Non-empathetic responses that contribute to feelings of low self-worth in children.

Last week we began discussing teaching children to respect themselves and others. Monday we started discussing how children react to being yelled at or criticized. Yesterday, Anne Merchant Geissler, nanny educator and the author of The Child Care Textbook and The Nanny Textbook, explained how the verbal environment makes or breaks a child’s self-worth.

To continue the discussion, Merchant Geissler suggests reading Full Esteem Ahead by Diane Loomans. The author writes about some common non-empathetic responses that contribute to feelings of low self-worth in children. These common responses are:

“Stop that ridiculous fussing! Do you want our company to think you are a baby?”
The result of shaming is that the child is judged and labeled and may feel anger and shame.

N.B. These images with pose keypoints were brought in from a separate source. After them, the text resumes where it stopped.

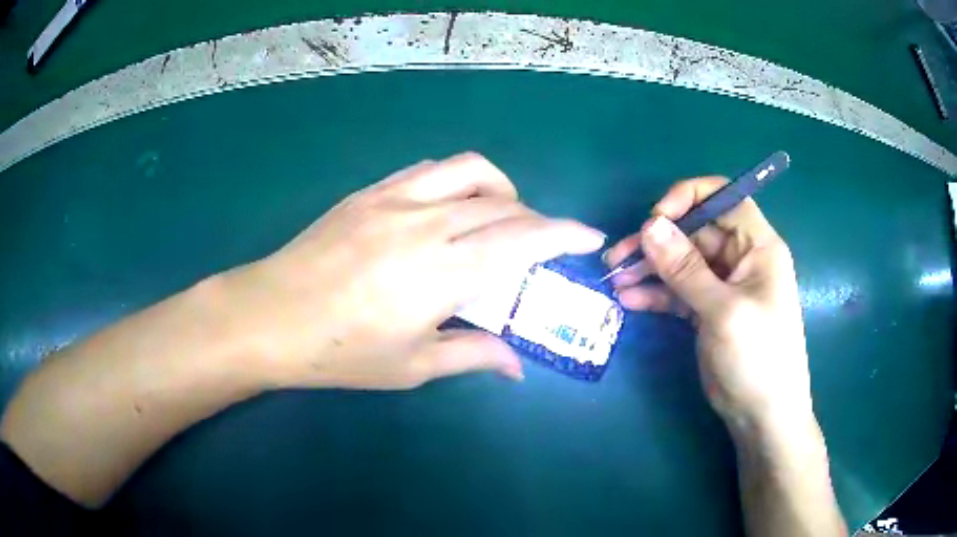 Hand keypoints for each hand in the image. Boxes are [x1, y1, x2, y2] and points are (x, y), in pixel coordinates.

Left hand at [218, 153, 604, 389]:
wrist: (269, 316)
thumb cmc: (339, 352)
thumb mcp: (411, 365)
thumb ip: (472, 355)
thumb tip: (517, 366)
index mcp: (441, 273)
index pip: (522, 240)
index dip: (565, 234)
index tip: (590, 237)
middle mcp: (425, 224)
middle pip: (503, 204)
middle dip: (536, 220)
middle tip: (538, 247)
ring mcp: (393, 200)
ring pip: (468, 170)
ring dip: (498, 189)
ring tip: (496, 218)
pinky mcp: (368, 192)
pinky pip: (427, 170)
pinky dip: (455, 181)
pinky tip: (448, 207)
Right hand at [604, 177, 810, 426]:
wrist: (762, 415)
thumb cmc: (758, 358)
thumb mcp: (722, 311)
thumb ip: (685, 269)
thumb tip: (650, 225)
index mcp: (757, 246)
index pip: (723, 198)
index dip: (689, 198)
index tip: (656, 218)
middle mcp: (740, 258)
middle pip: (694, 231)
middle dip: (656, 241)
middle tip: (618, 258)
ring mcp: (722, 285)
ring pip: (681, 262)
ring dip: (648, 268)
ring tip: (615, 280)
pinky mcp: (707, 310)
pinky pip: (677, 291)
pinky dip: (654, 293)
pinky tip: (629, 300)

“There’s nothing to be sad about. You’re blowing this way out of proportion. Dry those tears right now.”
The result of discounting the child’s feelings causes children to feel frustrated, angry, or doubt his/her own feelings and reality.

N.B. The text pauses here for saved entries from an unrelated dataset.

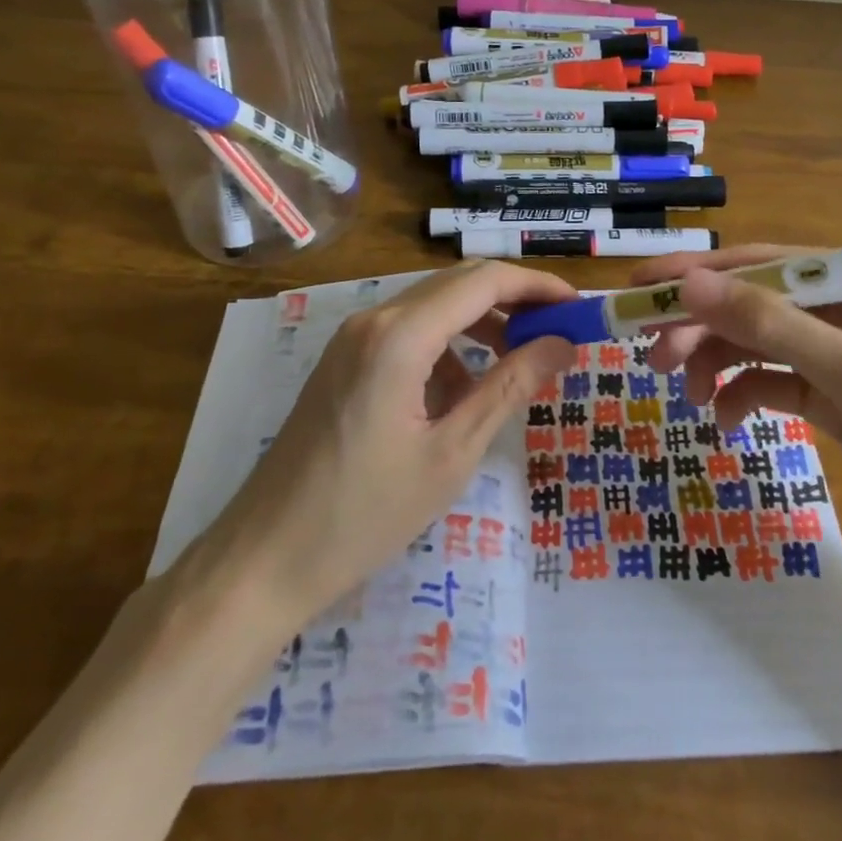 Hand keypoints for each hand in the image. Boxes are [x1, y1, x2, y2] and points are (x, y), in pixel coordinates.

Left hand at [199, 262, 578, 617]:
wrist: (263, 559)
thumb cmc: (365, 514)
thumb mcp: (452, 453)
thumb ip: (510, 387)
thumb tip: (563, 344)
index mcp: (400, 335)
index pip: (484, 281)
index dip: (537, 286)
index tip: (578, 307)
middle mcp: (373, 319)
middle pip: (458, 284)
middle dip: (513, 302)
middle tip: (558, 333)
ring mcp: (352, 338)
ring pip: (433, 307)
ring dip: (480, 325)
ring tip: (517, 366)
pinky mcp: (343, 361)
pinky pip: (407, 334)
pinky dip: (446, 348)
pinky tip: (461, 394)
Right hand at [635, 245, 841, 589]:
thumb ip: (766, 323)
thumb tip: (688, 284)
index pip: (758, 263)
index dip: (695, 275)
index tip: (638, 289)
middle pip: (752, 304)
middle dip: (702, 327)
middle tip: (654, 357)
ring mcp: (839, 352)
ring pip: (758, 344)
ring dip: (719, 363)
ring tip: (690, 394)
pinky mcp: (837, 396)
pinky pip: (774, 383)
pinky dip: (746, 397)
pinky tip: (728, 421)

“Come on, let’s play with the dog until the company arrives.”
The child is distracted and may feel puzzled or confused.

“If you are polite while the company is visiting, I’ll take you for some ice cream later.”
The child is likely to feel confused or frustrated.

“I’ll give you something to really cry about if you don’t stop this nonsense!”
The child is threatened with violence, and most likely feels scared or angry.

“Go to your room and stay there. I don’t want to see you when you act this way.”
The result is that the child is isolated and feels lonely, scared, or sad.

Through practice and conscious attention, you can learn to avoid these common mistakes and replace them with a positive and productive approach.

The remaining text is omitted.